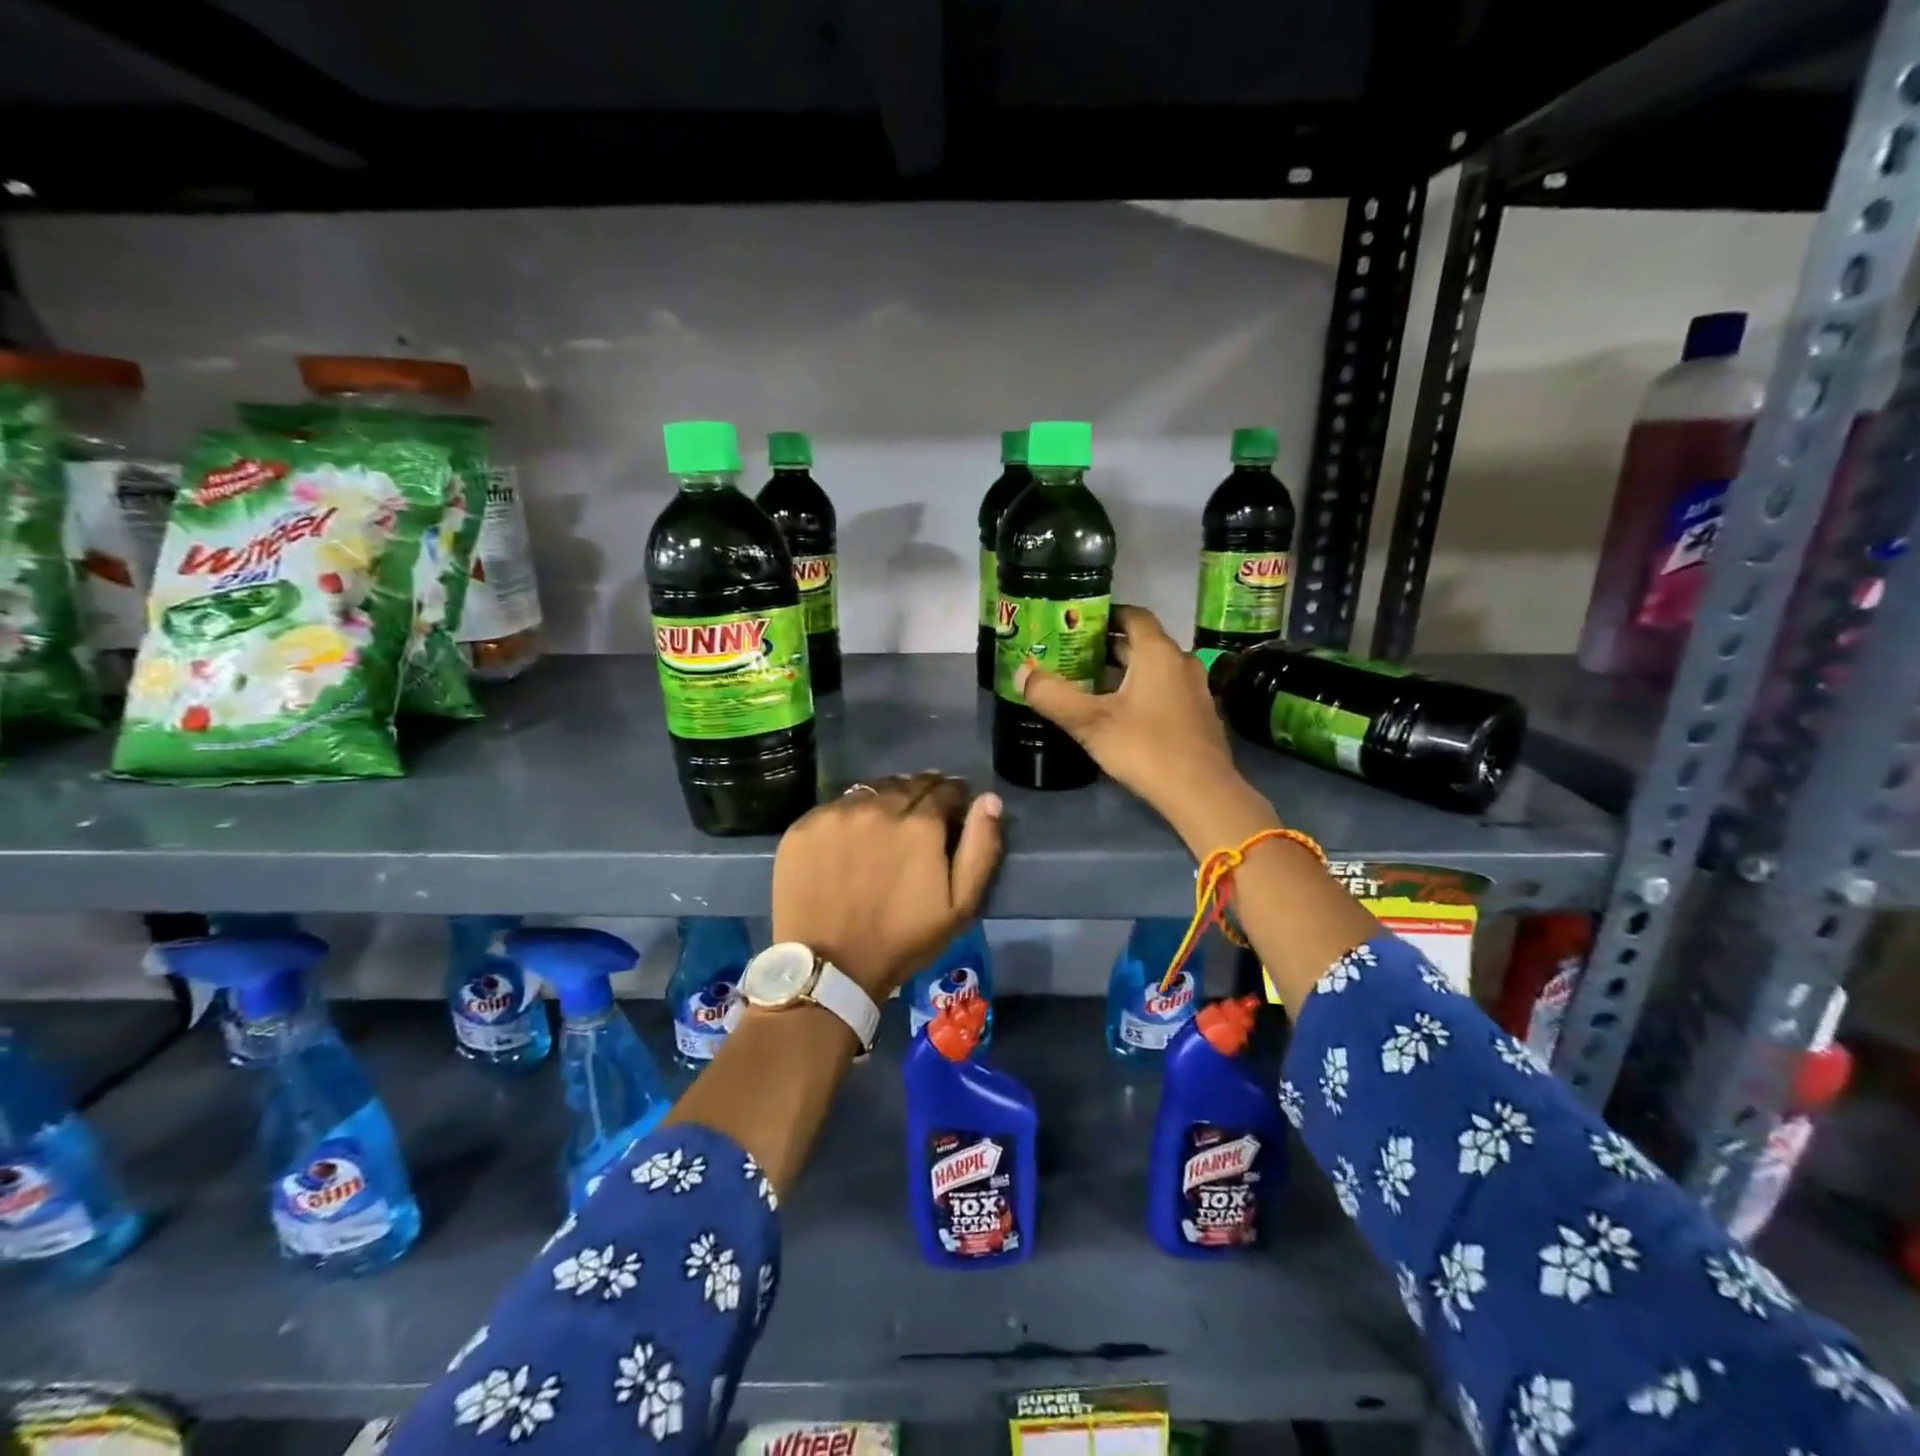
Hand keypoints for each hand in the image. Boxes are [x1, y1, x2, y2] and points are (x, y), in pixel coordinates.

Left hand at [771, 773, 1003, 1002]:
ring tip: (885, 826)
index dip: (954, 798)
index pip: (945, 789)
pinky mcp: (805, 825)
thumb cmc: (902, 941)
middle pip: (908, 784)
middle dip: (921, 795)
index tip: (952, 813)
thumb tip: (989, 799)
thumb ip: (980, 847)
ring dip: (885, 801)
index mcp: (920, 823)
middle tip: (920, 819)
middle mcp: (879, 806)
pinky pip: (836, 807)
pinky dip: (850, 815)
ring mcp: (837, 813)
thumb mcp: (959, 906)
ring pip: (871, 791)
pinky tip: (850, 839)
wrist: (829, 967)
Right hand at [1016, 605, 1279, 852]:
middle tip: (1071, 655)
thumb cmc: (1145, 747)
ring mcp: (1194, 690)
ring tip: (1089, 685)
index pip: (1133, 614)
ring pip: (1153, 669)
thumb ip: (1052, 696)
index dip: (1105, 614)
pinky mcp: (1199, 716)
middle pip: (1141, 643)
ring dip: (1123, 672)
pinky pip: (1165, 691)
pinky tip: (1119, 714)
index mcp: (1158, 652)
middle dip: (1107, 647)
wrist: (1201, 793)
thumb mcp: (1089, 722)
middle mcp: (1181, 662)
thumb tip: (1022, 675)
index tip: (1076, 623)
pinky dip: (1141, 692)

* * * * * * * * *

What the exercise asks:
Count every line in the listing above where the string "middle" occurs, and report the count and nothing more.

Answer for the task:
8